Но в душе эта девушка в дорогом и элегантном монашеском одеянии везет с собой неотступные воспоминания, неотступную тоску и своего сурка.
Я вошел в каюту, но мелодия продолжала меня терзать, не отставала от меня, и вокруг закружилось в хороводе все то, что в последние дни наполняло мою душу неясной, тихой печалью. Ибо все мы возим с собой своего сурка, который живет в нас до тех пор, пока живет наше воображение, пока душа не закоснеет. И временами его грустное мурлыканье выражает все, что есть в нас хорошего: воспоминания, которых нечего стыдиться, уходящую молодость, людей, которых мы любим и которые поддерживают нас, мечты, в которых мы становимся такими, какими бываем не часто, но какими нам следует быть всегда, глаза, требовательно глядящие на нас, счастливый смех, и доброе слово, и великое святое чувство, называемое любовью к родине.

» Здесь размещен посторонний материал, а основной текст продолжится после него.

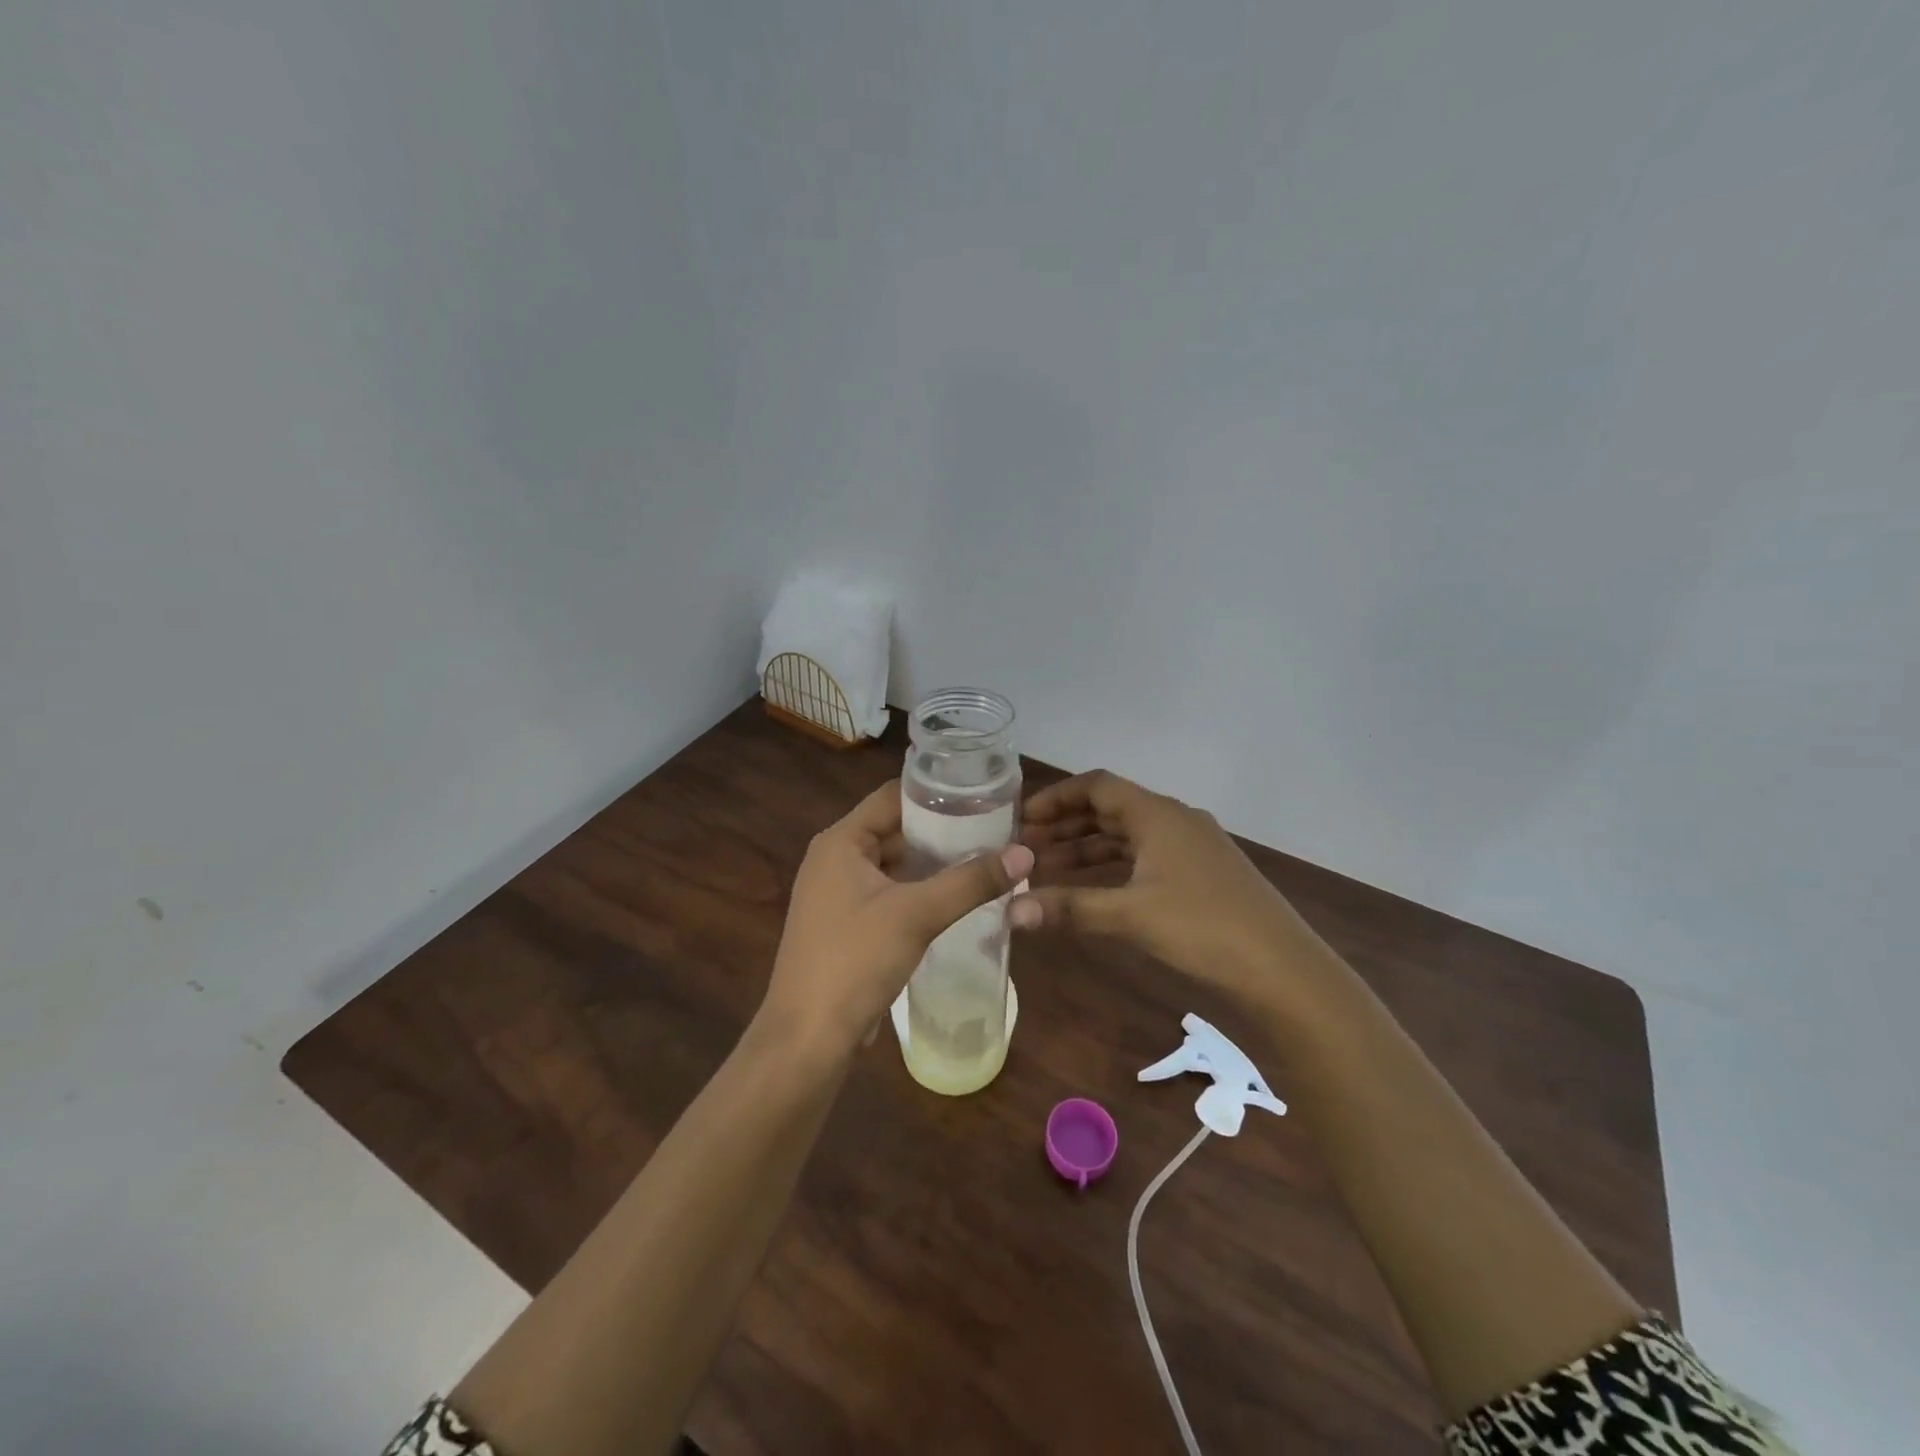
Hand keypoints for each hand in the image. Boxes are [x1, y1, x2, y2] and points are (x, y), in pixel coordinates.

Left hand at [760, 781, 1033, 1059]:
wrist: (807, 1039)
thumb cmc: (854, 961)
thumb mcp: (916, 915)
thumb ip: (971, 881)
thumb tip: (1026, 852)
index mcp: (841, 841)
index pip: (894, 795)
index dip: (937, 791)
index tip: (984, 794)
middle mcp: (835, 858)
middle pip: (896, 828)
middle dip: (943, 829)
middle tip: (996, 829)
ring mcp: (839, 893)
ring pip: (895, 864)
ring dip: (934, 863)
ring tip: (985, 858)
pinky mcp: (847, 924)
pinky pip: (890, 892)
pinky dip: (920, 890)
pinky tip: (957, 898)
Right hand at [1012, 770, 1325, 1006]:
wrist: (1282, 969)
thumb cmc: (1203, 928)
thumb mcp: (1130, 915)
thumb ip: (1069, 907)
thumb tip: (1010, 911)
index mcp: (1158, 814)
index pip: (1097, 786)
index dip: (1057, 798)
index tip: (1022, 819)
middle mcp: (1175, 820)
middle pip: (1110, 809)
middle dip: (1066, 826)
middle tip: (1026, 848)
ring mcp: (1191, 847)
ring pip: (1127, 836)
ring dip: (1087, 849)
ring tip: (1047, 869)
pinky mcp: (1201, 874)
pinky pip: (1145, 857)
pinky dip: (1113, 867)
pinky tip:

О чем ты мурлычешь, мой спутник, мой сурок? О моих товарищах, которые живут на морозе среди льдов, о тех, кто плывет вместе со мной на этом же корабле и с кем я вскоре распрощаюсь, возможно очень надолго, о еще не написанных песнях и о корабле, который мы покидаем?
Да, о корабле, который мы покидаем... Ведь моя книга была по сути закончена вечером 13 апреля, в тот самый час, когда "Кооперация" вышла из Александрии в море.
"Победа" пришла в Александрию 13-го в полдень. Мы следили за ее приближением. Большой белый корпус, несущий на себе многоэтажные соты палубных надстроек и кают, высокие как плавучий отель, вырастал над волноломами. И чем ближе он подходил, тем крохотней и тесней казалась "Кооперация". Мы знали, каково водоизмещение "Победы". Знали, что ее скорость шестнадцать узлов. Именно последнее - скорость "Победы" пробуждало в нас сочувствие к нашему кораблю, похожее на сочувствие к старикам.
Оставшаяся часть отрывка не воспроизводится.